» **Problem statement**
From the first line to the last, restate the data exactly, leaving out the images.

» **Recorded data**
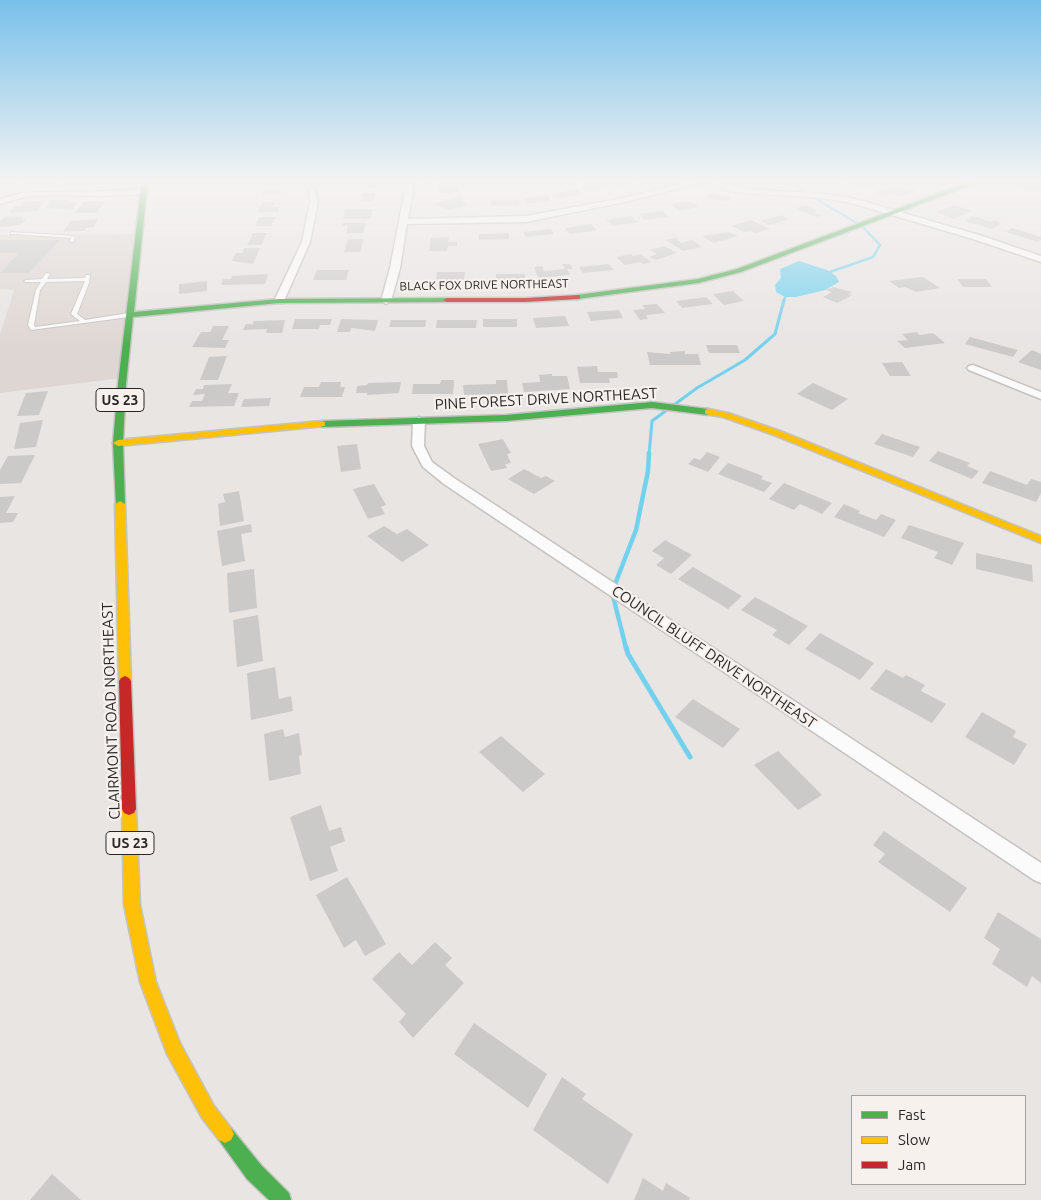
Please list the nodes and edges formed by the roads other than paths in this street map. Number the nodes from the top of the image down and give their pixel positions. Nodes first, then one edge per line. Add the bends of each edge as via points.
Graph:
1 (68, 236) edge
2 (139, 236) edge
3 (307, 236) edge
4 (401, 236) edge
5 (832, 236) edge
6 (968, 236) edge
7 (72, 241) dead end
8 (1041, 259) edge
9 (48, 274) dead end
10 (44, 280) junction
11 (26, 281) dead end
12 (279, 301) junction
13 (386, 301) junction
14 (130, 315) junction
15 (83, 320) junction
16 (973, 368) dead end
17 (1041, 396) edge
18 (420, 421) junction
19 (118, 443) junction
20 (1041, 540) edge
21 (1041, 874) edge
22 (282, 1200) edge

1 - 7 lane via 73,237
2 - 14 street, CLAIRMONT ROAD NORTHEAST / US 23
3 - 12 street
4 - 13 street
5 - 13 street, BLACK FOX DRIVE NORTHEAST via 738,271 698,280 585,296
6 - 8 street
9 - 10 lane
10 - 11 lane
10 - 15 lane via 88,277 74,314
10 - 15 lane via 34,306 33,329
12 - 13 street, BLACK FOX DRIVE NORTHEAST
12 - 14 street, BLACK FOX DRIVE NORTHEAST
14 - 15 lane
14 - 19 street, CLAIRMONT ROAD NORTHEAST / US 23
16 - 17 street
18 - 19 street, PINE FOREST DRIVE NORTHEAST via 322,424
18 - 20 street, PINE FOREST DRIVE NORTHEAST via 576,413 652,405 716,413 777,433
18 - 21 street, COUNCIL BLUFF DRIVE NORTHEAST via 418,446 427,464 449,481
19 - 22 street, CLAIRMONT ROAD NORTHEAST / US 23 via 132,905 138,941 158,1014 195,1089 227,1139

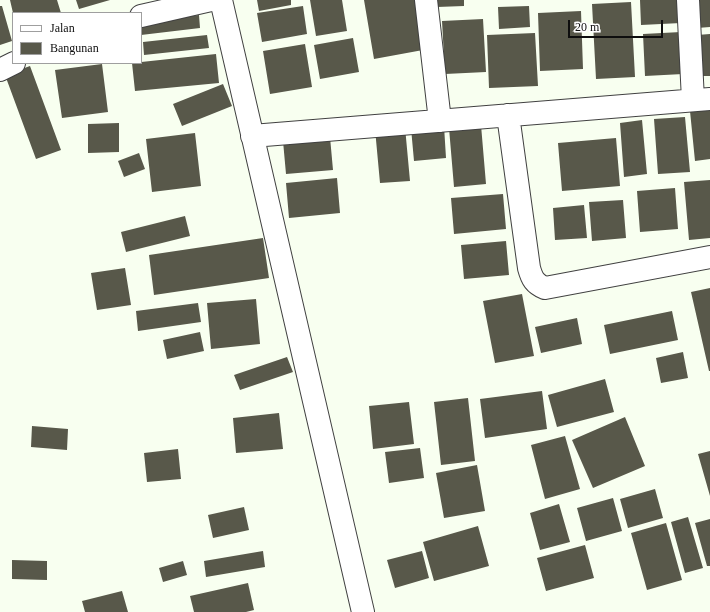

» **Response to the exercise**
Please list the nodes and edges formed by the roads other than paths in this street map. Number the nodes from the top of the image down and give their pixel positions. Nodes first, then one edge per line. Add the bends of each edge as via points.
Graph:
1 (68, 236) edge
2 (139, 236) edge
3 (307, 236) edge
4 (401, 236) edge
5 (832, 236) edge
6 (968, 236) edge
7 (72, 241) dead end
8 (1041, 259) edge
9 (48, 274) dead end
10 (44, 280) junction
11 (26, 281) dead end
12 (279, 301) junction
13 (386, 301) junction
14 (130, 315) junction
15 (83, 320) junction
16 (973, 368) dead end
17 (1041, 396) edge
18 (420, 421) junction
19 (118, 443) junction
20 (1041, 540) edge
21 (1041, 874) edge
22 (282, 1200) edge

1 - 7 lane via 73,237
2 - 14 street, CLAIRMONT ROAD NORTHEAST / US 23
3 - 12 street
4 - 13 street
5 - 13 street, BLACK FOX DRIVE NORTHEAST via 738,271 698,280 585,296
6 - 8 street
9 - 10 lane
10 - 11 lane
10 - 15 lane via 88,277 74,314
10 - 15 lane via 34,306 33,329
12 - 13 street, BLACK FOX DRIVE NORTHEAST
12 - 14 street, BLACK FOX DRIVE NORTHEAST
14 - 15 lane
14 - 19 street, CLAIRMONT ROAD NORTHEAST / US 23
16 - 17 street
18 - 19 street, PINE FOREST DRIVE NORTHEAST via 322,424
18 - 20 street, PINE FOREST DRIVE NORTHEAST via 576,413 652,405 716,413 777,433
18 - 21 street, COUNCIL BLUFF DRIVE NORTHEAST via 418,446 427,464 449,481
19 - 22 street, CLAIRMONT ROAD NORTHEAST / US 23 via 132,905 138,941 158,1014 195,1089 227,1139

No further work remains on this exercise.